Archiprint 8 – The Ideal Profession
Whether you are an architecture student or an accomplished practitioner, chances are that over the years you have been battered with the same strong conviction that troubles the entire world of architecture: ‘The architectural profession is changing . . .’
It’s a rather dubious conviction. Of course it is not hard to see that the challenges that architecture faces today are vastly different from the ones it had to deal with a century ago. We have explored, invented and innovated, which has resulted in new challenges that allowed us to explore, invent and innovate some more. It’s a cycle, and it is as deeply embedded in the very nature of architecture as it is in any other professional discipline. So does this prove that our discipline is actually changing, or just that the architectural profession is a phenomenon of dynamic character – rather than static?
Having a profession means being professional in something. It suggests a societally acknowledged difference between amateurism and professionalism. In his essay ‘Why Professionalism is Still Relevant’, Melbourne University professor Dr. G. Beaton denotes the exact ingredients for this difference to exist:
‘A profession is a disciplined group of individuals who adhere to ethical standards and who hold themselves out as, and are accepted by the public as possessing special knowledge and skills in a widely recognised body of learning derived from research, education and training at a high level, and who are prepared to apply this knowledge and exercise these skills in the interest of others.’ 1
Beaton’s definition distinguishes three ingredients; access-, maintenance-, and execution of a profession. In the context of the architectural profession the first two are relatively obvious. First of all the conditional access to the architectural profession relies on knowledge and skills acquired through research, education and training. Secondly, Beaton’s suggestion of applying and exercising these skills as a way of maintaining the profession implies that the earlier explained cycle of exploration, invention and innovation is indeed inherent to the architectural discipline.

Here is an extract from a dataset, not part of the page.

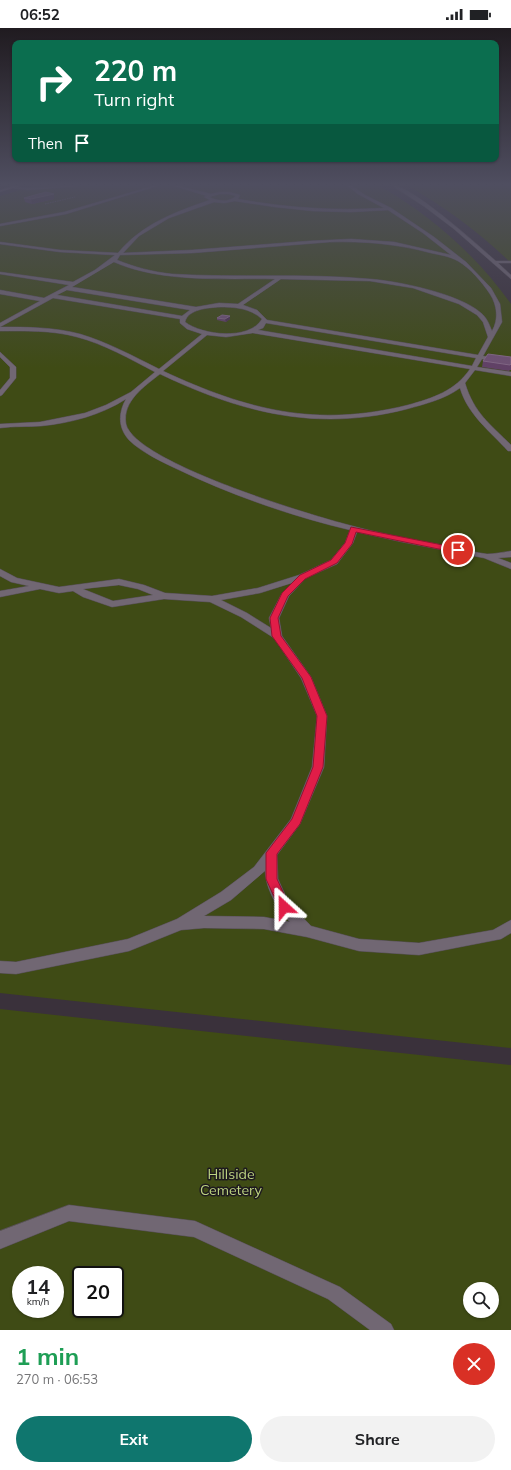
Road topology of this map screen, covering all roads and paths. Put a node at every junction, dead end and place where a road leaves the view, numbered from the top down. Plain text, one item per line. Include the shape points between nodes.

The third ingredient is, however, doubtful in the context of the architectural profession. As a way of executing a profession, Beaton implies the need for a set of ethical standards. Of course, no architect should make a building that could suddenly collapse, but there is more to architecture than just making buildings that last. It’s about the spatial organization of a society and as many architects think about this organization differently, they practice different sets of ethical standards. In architecture it could very well be that innovation relies on the existence of all these different ethical standards.
So how plausible is the conviction that the architectural profession is changing? This eighth issue of Archiprint is entitled ‘The Ideal Profession’. It does not aim to romanticize the architectural discipline by calling it ideal, but rather questions the balance between the way our profession changes due to our ideals, and the way our ideals change due to the profession. Its theoretical framework explicitly explores each of Beaton’s professional ingredients, varying between accessing, maintaining and executing the architectural profession.